10. The rotatable boom turret assembly of claim 6 wherein:
1. A rotatable boom turret assembly comprising:
2. The rotatable boom turret assembly of claim 1 wherein:
3. The rotatable boom turret assembly of claim 1 wherein:
4. The rotatable boom turret assembly of claim 3 wherein:
5. The rotatable boom turret assembly of claim 4 wherein:
6. The rotatable boom turret assembly of claim 5 wherein:
7. The rotatable boom turret assembly according to claim 6 wherein:
8. The rotatable boom turret assembly according to claim 7 wherein:
9. The rotatable boom turret assembly according to claim 6 wherein:
10. The rotatable boom turret assembly of claim 6 wherein:
Description:
BACKGROUND OF THE INVENTION
1. Field of the Invention
This invention relates to the field of construction equipment and is more particularly directed to equipment which has a rotatable boom support mounted on a pedestal.

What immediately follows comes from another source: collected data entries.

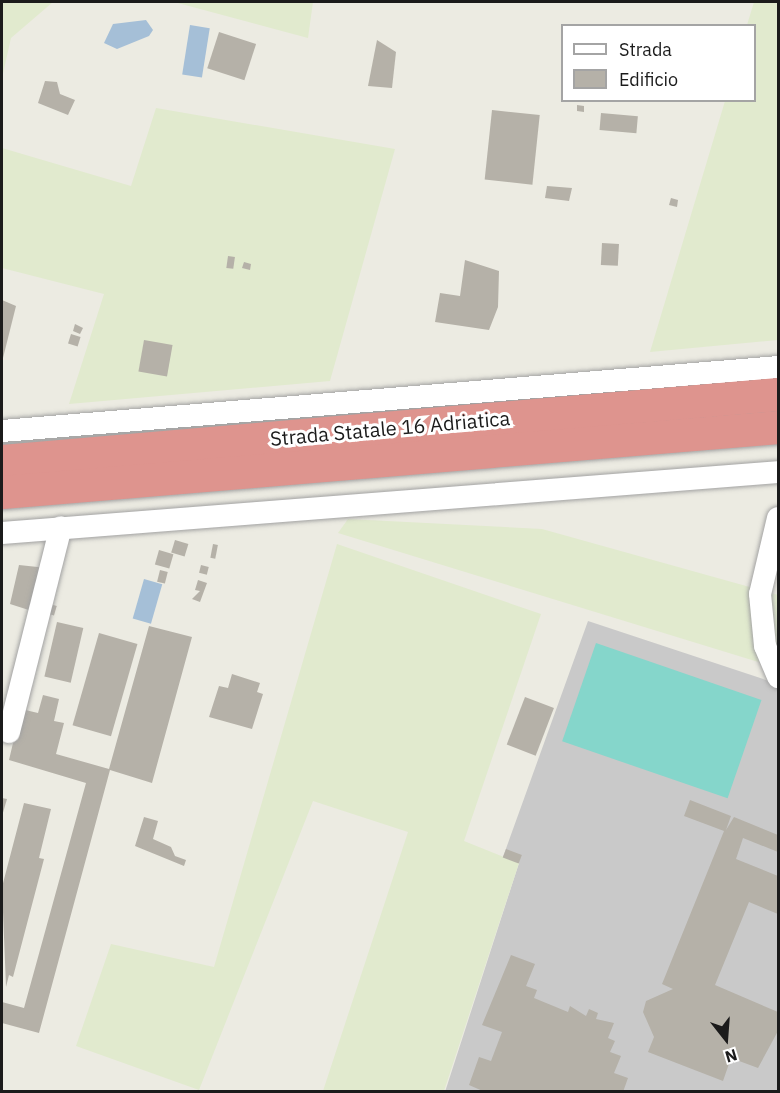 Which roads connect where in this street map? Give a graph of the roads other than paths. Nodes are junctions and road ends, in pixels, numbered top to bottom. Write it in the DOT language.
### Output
graph roads {
  1 [pos="778,367"];
  2 [pos="778,394"];
  3 [pos="778,427"];
  4 [pos="2,431"];
  5 [pos="2,461"];
  6 [pos="778,472"];
  7 [pos="2,492"];
  8 [pos="778,518"];
  9 [pos="61,527"];
  10 [pos="2,533"];
  11 [pos="778,677"];
  12 [pos="9,732"];
  1 -- 4 [label="street"];
  2 -- 5 [label="highway, Strada Statale 16 Adriatica"];
  3 -- 7 [label="highway, Strada Statale 16 Adriatica"];
  6 -- 9 [label="street"];
  8 -- 11 [label="street"];
  9 -- 10 [label="street"];
  9 -- 12 [label="street"];
}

2. Description of the Prior Art
In construction equipment where a piece of apparatus such as a rock drill is supported at the end of a boom assembly, it is common to mount the boom on a pedestal so that it can be swiveled on the pedestal to position the boom-mounted tool or shovel anywhere within a circular area surrounding the pedestal. Further mobility is often provided by locating the pedestal itself on a carrier so that the entire piece of equipment can be moved from one location to another.
A typical example of construction equipment incorporating the mobile carrier with a swiveling boom assembly is a rock drill used for boring holes in the earth. Such a rock drill may include a pneumatic drill mounted on an articulated guide rail which in turn is supported from the end of the rotatable boom assembly. The boom assembly is mounted to a crawler-type carrier so that the entire rock drill can be transported across rough terrain.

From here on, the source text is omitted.